Exercise requirements >>
Give back all the records exactly, keeping every line whole.

━━━ Data to examine ━━━

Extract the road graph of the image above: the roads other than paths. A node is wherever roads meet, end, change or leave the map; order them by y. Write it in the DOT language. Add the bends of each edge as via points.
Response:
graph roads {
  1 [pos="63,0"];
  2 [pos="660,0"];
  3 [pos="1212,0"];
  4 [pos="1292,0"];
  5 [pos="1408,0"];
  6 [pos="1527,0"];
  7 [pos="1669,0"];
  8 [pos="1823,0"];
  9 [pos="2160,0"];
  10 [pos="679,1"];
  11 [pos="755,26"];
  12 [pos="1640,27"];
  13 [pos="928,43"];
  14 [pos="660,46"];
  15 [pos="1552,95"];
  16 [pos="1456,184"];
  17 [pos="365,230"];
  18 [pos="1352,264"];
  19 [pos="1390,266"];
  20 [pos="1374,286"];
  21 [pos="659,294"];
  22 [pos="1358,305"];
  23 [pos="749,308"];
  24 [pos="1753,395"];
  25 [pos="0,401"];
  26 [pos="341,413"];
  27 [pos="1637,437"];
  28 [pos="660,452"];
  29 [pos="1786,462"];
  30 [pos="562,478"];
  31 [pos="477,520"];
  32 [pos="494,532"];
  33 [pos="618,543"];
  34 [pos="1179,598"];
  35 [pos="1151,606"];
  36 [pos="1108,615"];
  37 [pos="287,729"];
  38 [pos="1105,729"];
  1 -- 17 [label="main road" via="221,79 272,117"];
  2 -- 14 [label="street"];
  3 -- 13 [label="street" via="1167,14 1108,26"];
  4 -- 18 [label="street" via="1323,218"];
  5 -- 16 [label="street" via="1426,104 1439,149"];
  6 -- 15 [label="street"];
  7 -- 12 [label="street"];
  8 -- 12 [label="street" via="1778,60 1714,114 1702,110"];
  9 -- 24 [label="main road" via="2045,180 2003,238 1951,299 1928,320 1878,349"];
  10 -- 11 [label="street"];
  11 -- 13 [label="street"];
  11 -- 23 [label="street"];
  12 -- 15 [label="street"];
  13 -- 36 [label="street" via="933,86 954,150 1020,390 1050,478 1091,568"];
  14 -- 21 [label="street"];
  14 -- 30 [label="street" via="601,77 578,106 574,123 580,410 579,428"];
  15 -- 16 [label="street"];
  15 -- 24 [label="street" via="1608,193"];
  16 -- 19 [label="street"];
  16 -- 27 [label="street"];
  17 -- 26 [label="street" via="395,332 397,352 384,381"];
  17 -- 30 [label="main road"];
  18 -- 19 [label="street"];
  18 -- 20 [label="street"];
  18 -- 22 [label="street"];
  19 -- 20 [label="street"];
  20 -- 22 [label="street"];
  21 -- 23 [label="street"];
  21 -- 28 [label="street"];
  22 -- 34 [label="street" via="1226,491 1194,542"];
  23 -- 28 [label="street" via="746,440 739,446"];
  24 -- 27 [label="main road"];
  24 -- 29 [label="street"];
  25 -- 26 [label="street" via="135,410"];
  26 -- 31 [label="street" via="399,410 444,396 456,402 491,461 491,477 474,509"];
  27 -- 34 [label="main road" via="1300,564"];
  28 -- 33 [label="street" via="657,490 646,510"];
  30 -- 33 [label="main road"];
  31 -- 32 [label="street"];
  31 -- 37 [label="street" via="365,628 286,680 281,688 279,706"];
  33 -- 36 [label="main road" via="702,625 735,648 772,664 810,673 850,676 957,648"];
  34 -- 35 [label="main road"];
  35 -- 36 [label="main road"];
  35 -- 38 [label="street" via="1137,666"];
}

━━━

Problem solution >>
Extract the road graph of the image above: the roads other than paths. A node is wherever roads meet, end, change or leave the map; order them by y. Write it in the DOT language. Add the bends of each edge as via points.
Response:
graph roads {
  1 [pos="63,0"];
  2 [pos="660,0"];
  3 [pos="1212,0"];
  4 [pos="1292,0"];
  5 [pos="1408,0"];
  6 [pos="1527,0"];
  7 [pos="1669,0"];
  8 [pos="1823,0"];
  9 [pos="2160,0"];
  10 [pos="679,1"];
  11 [pos="755,26"];
  12 [pos="1640,27"];
  13 [pos="928,43"];
  14 [pos="660,46"];
  15 [pos="1552,95"];
  16 [pos="1456,184"];
  17 [pos="365,230"];
  18 [pos="1352,264"];
  19 [pos="1390,266"];
  20 [pos="1374,286"];
  21 [pos="659,294"];
  22 [pos="1358,305"];
  23 [pos="749,308"];
  24 [pos="1753,395"];
  25 [pos="0,401"];
  26 [pos="341,413"];
  27 [pos="1637,437"];
  28 [pos="660,452"];
  29 [pos="1786,462"];
  30 [pos="562,478"];
  31 [pos="477,520"];
  32 [pos="494,532"];
  33 [pos="618,543"];
  34 [pos="1179,598"];
  35 [pos="1151,606"];
  36 [pos="1108,615"];
  37 [pos="287,729"];
  38 [pos="1105,729"];
  1 -- 17 [label="main road" via="221,79 272,117"];
  2 -- 14 [label="street"];
  3 -- 13 [label="street" via="1167,14 1108,26"];
  4 -- 18 [label="street" via="1323,218"];
  5 -- 16 [label="street" via="1426,104 1439,149"];
  6 -- 15 [label="street"];
  7 -- 12 [label="street"];
  8 -- 12 [label="street" via="1778,60 1714,114 1702,110"];
  9 -- 24 [label="main road" via="2045,180 2003,238 1951,299 1928,320 1878,349"];
  10 -- 11 [label="street"];
  11 -- 13 [label="street"];
  11 -- 23 [label="street"];
  12 -- 15 [label="street"];
  13 -- 36 [label="street" via="933,86 954,150 1020,390 1050,478 1091,568"];
  14 -- 21 [label="street"];
  14 -- 30 [label="street" via="601,77 578,106 574,123 580,410 579,428"];
  15 -- 16 [label="street"];
  15 -- 24 [label="street" via="1608,193"];
  16 -- 19 [label="street"];
  16 -- 27 [label="street"];
  17 -- 26 [label="street" via="395,332 397,352 384,381"];
  17 -- 30 [label="main road"];
  18 -- 19 [label="street"];
  18 -- 20 [label="street"];
  18 -- 22 [label="street"];
  19 -- 20 [label="street"];
  20 -- 22 [label="street"];
  21 -- 23 [label="street"];
  21 -- 28 [label="street"];
  22 -- 34 [label="street" via="1226,491 1194,542"];
  23 -- 28 [label="street" via="746,440 739,446"];
  24 -- 27 [label="main road"];
  24 -- 29 [label="street"];
  25 -- 26 [label="street" via="135,410"];
  26 -- 31 [label="street" via="399,410 444,396 456,402 491,461 491,477 474,509"];
  27 -- 34 [label="main road" via="1300,564"];
  28 -- 33 [label="street" via="657,490 646,510"];
  30 -- 33 [label="main road"];
  31 -- 32 [label="street"];
  31 -- 37 [label="street" via="365,628 286,680 281,688 279,706"];
  33 -- 36 [label="main road" via="702,625 735,648 772,664 810,673 850,676 957,648"];
  34 -- 35 [label="main road"];
  35 -- 36 [label="main road"];
  35 -- 38 [label="street" via="1137,666"];
}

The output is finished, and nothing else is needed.